Show, from the records below, all lines that contain the word "dead".

═══ Extracted data

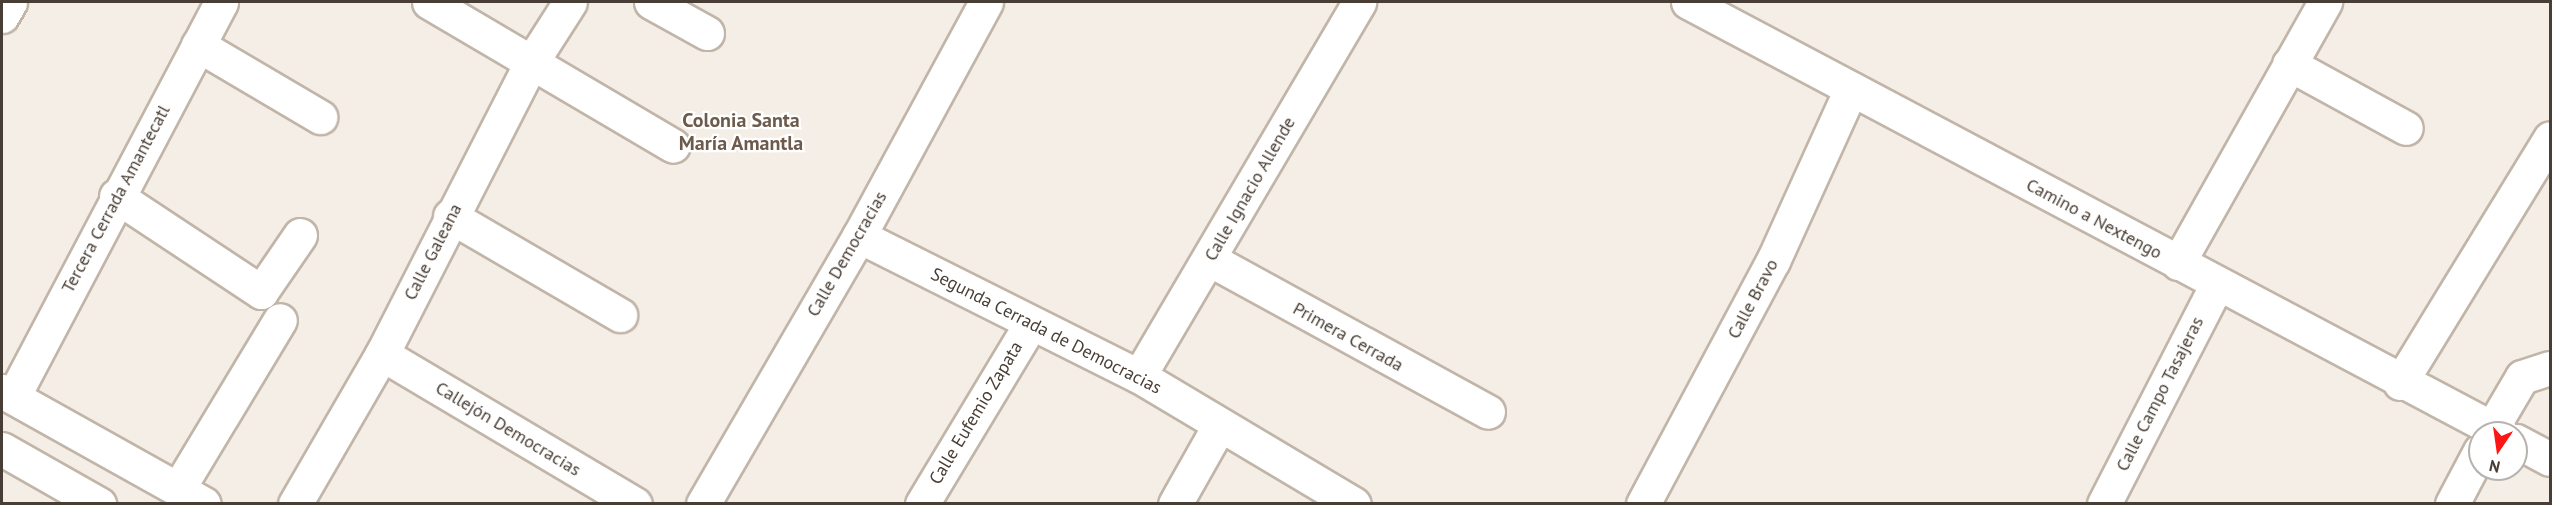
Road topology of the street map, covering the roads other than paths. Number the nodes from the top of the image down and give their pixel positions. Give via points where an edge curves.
1 (10, 2) edge
2 (221, 2) edge
3 (429, 2) edge
4 (570, 2) edge
5 (651, 2) edge
6 (986, 2) edge
7 (1359, 2) edge
8 (1688, 2) edge
9 (2325, 2) edge
10 (2, 16) edge
11 (707, 33) dead end
12 (198, 45) junction
13 (531, 63) junction
14 (2289, 64) junction
15 (1851, 89) junction
16 (320, 117) dead end
17 (2406, 128) dead end
18 (2550, 138) edge
19 (673, 146) dead end
20 (116, 196) junction
21 (450, 216) junction
22 (300, 235) dead end
23 (859, 236) junction
24 (1209, 259) junction
25 (2178, 263) junction
26 (2217, 284) junction
27 (620, 315) dead end
28 (280, 320) dead end
29 (1031, 323) junction
30 (382, 354) junction
31 (2550, 368) edge
32 (1139, 376) junction
33 (2400, 383) junction
34 (7, 394) edge
35 (1488, 412) dead end
36 (2468, 421) edge
37 (2503, 421) edge
38 (1219, 426) junction
39 (2528, 450) edge
40 (2550, 459) edge
41 (6, 461) edge
42 (2468, 480) edge
43 (191, 496) edge
44 (99, 504) edge
45 (295, 504) edge
46 (635, 504) edge
47 (703, 504) edge
48 (922, 504) edge
49 (1175, 504) edge
50 (1354, 504) edge
51 (1643, 504) edge
52 (2104, 504) edge
53 (2452, 504) edge

1 - 10 street
2 - 12 street, Tercera Cerrada Amantecatl
3 - 13 street
4 - 13 street, Calle Galeana
5 - 11 street
6 - 23 street, Calle Democracias
7 - 24 street, Calle Ignacio Allende
8 - 15 street, Camino a Nextengo
9 - 14 street
12 - 16 street
12 - 20 street, Tercera Cerrada Amantecatl
13 - 19 street
13 - 21 street, Calle Galeana
14 - 17 street
14 - 25 street
15 - 25 street, Camino a Nextengo
15 - 51 street, Calle Bravo via 1773,261
18 - 33 street
20 - 22 street via 261,292
20 - 34 street, Tercera Cerrada Amantecatl
21 - 27 street
21 - 30 street, Calle Galeana
23 - 29 street, Segunda Cerrada de Democracias
23 - 47 street, Calle Democracias
24 - 32 street, Calle Ignacio Allende
24 - 35 street, Primera Cerrada
25 - 26 street, Camino a Nextengo
26 - 33 street, Camino a Nextengo
26 - 52 street, Calle Campo Tasajeras
28 - 43 street
29 - 32 street, Segunda Cerrada de Democracias
29 - 48 street, Calle Eufemio Zapata
30 - 45 street, Calle Galeana
30 - 46 street, Callejón Democracias
31 - 37 street via 2522,377
32 - 38 street, Segunda Cerrada de Democracias
33 - 36 street, Camino a Nextengo
34 - 43 street
38 - 49 street
38 - 50 street, Segunda Cerrada de Democracias
39 - 40 street, Camino a Nextengo
41 - 44 street
42 - 53 street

══════

* Written response
11 (707, 33) dead end
16 (320, 117) dead end
17 (2406, 128) dead end
19 (673, 146) dead end
22 (300, 235) dead end
27 (620, 315) dead end
28 (280, 320) dead end
35 (1488, 412) dead end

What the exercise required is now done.